安装参考:
https://geekdaxue.co/read/biotrainee@wes/rrwrli#fghc8w
https://github.com/SiYangming/HAPSEG
ABSOLUTE下载地址:https://github.com/Yunuuuu/ABSOLUTE/blob/main/ABSOLUTE_1.0.6.tar.gz
HAPSEG下载地址:https://github.com/SiYangming/HAPSEG/releases
## 首先需要先安装依赖包
install.packages(c("numDeriv","Cairo","RGtk2","cairoDevice"))
BiocManager::install(c("DNAcopy", "geneplotter", "DNAcopy", "Rcpp", "numDeriv", "foreach"))
## 再安装两个R包
install.packages("HAPSEG_1.1.1.tar.gz",repos=NULL)
install.packages("ABSOLUTE_1.0.6.tar.gz",repos=NULL)
使用:
## 测试,一般参数使用默认参数,这里使用的是上面链接的推荐参数
RunAbsolute(
seg.dat.fn = "SNP6_solid_tumor.seg.txt",
sigma.p = 0,
max.sigma.h = 0.2,
min.ploidy = 0.5,
max.ploidy = 8,
primary.disease = "BLCA",
platform = "SNP_6.0",
results.dir = "solid",
sample.name = "solid",
max.as.seg.count = 1500,
max.neg.genome = 0.005
max.non.clonal = 1,
copy_num_type = "total",
maf.fn = "solid_tumor.maf.txt",
min.mut.af = 0.1
)
输入文件格式要求:
segments 文件:
file in either of the following two formats:
- For ALLELIC copy number type analysis, supply an RData file produced by HAPSEG or AllelicCapseg. These datasets allow incorporation of copy neutral LOH events. Segmentation data produced by any other means must conform to the output formats of HAPSEG/AllelicCapseg for ABSOLUTE to consider copy neutral LOH events.

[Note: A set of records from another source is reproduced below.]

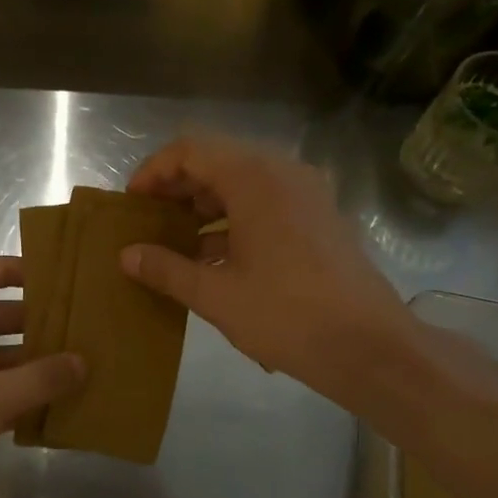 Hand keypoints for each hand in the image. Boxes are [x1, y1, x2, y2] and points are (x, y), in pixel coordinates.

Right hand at [121, 135, 410, 403]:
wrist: (372, 347)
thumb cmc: (288, 315)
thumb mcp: (217, 295)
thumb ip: (166, 269)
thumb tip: (126, 255)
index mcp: (255, 178)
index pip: (190, 149)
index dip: (153, 171)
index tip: (132, 203)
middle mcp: (283, 172)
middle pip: (217, 161)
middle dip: (177, 189)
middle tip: (148, 222)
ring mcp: (307, 194)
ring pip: (242, 183)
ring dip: (205, 206)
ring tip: (175, 243)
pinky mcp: (320, 218)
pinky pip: (266, 204)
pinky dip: (235, 221)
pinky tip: (214, 259)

- For TOTAL copy number type analysis, suppy a tab-delimited segmentation file in plain-text format. File extension does not matter. ABSOLUTE algorithm v1.0.6 requires the following five columns. Additional columns are ignored.
- Chromosome
- In either chr# or # format.
- Start
- End
- Num_Probes
- Segment_Mean
maf 文件:
(Optional) Somatic mutation data in mutation annotation format (MAF) and as a plain text file. File extension does not matter and hashtagged header rows (#) may be present. ABSOLUTE algorithm v1.0.6 requires the following seven columns. Additional columns are ignored.
- t_ref_count OR i_t_ref_count
Count of reference alleles in tumor. - t_alt_count OR i_t_alt_count
Count of alternate alleles in tumor. Together with t_ref_count adds up to the depth of reads in the tumor BAM alignment. You can calculate a missing value if two of these three values are known or with read depth and the frequency of the alternate allele within the sample. These and other MuTect output columns are described further in the GATK forum. - dbSNP_Val_Status
Fields may be blank and multiple values are separated with nonspaced semicolon. Example values include bySubmitter, by1000genomes, by2Hit2Allele, and byHapMap. - Start_position
Note the lowercase “p”. Also, note that the End_position column is not required. This implies that ABSOLUTE algorithm v1.0.6 treats all mutation data equally as point mutations, the expected type of mutation data. - Tumor_Sample_Barcode
Fields may be blank. - Hugo_Symbol
Fields may be blank or “unknown”. - Chromosome
Must be in # format and not chr# format. The # value must correspond to that in the segmented copy ratios data file identically. For example, ABSOLUTE does not equate X with 23 and will exclude these mutations as unmapped mutations. Note ABSOLUTE algorithm v1.0.6 excludes X chromosome data but not numbered chromosome, e.g. chr23, data.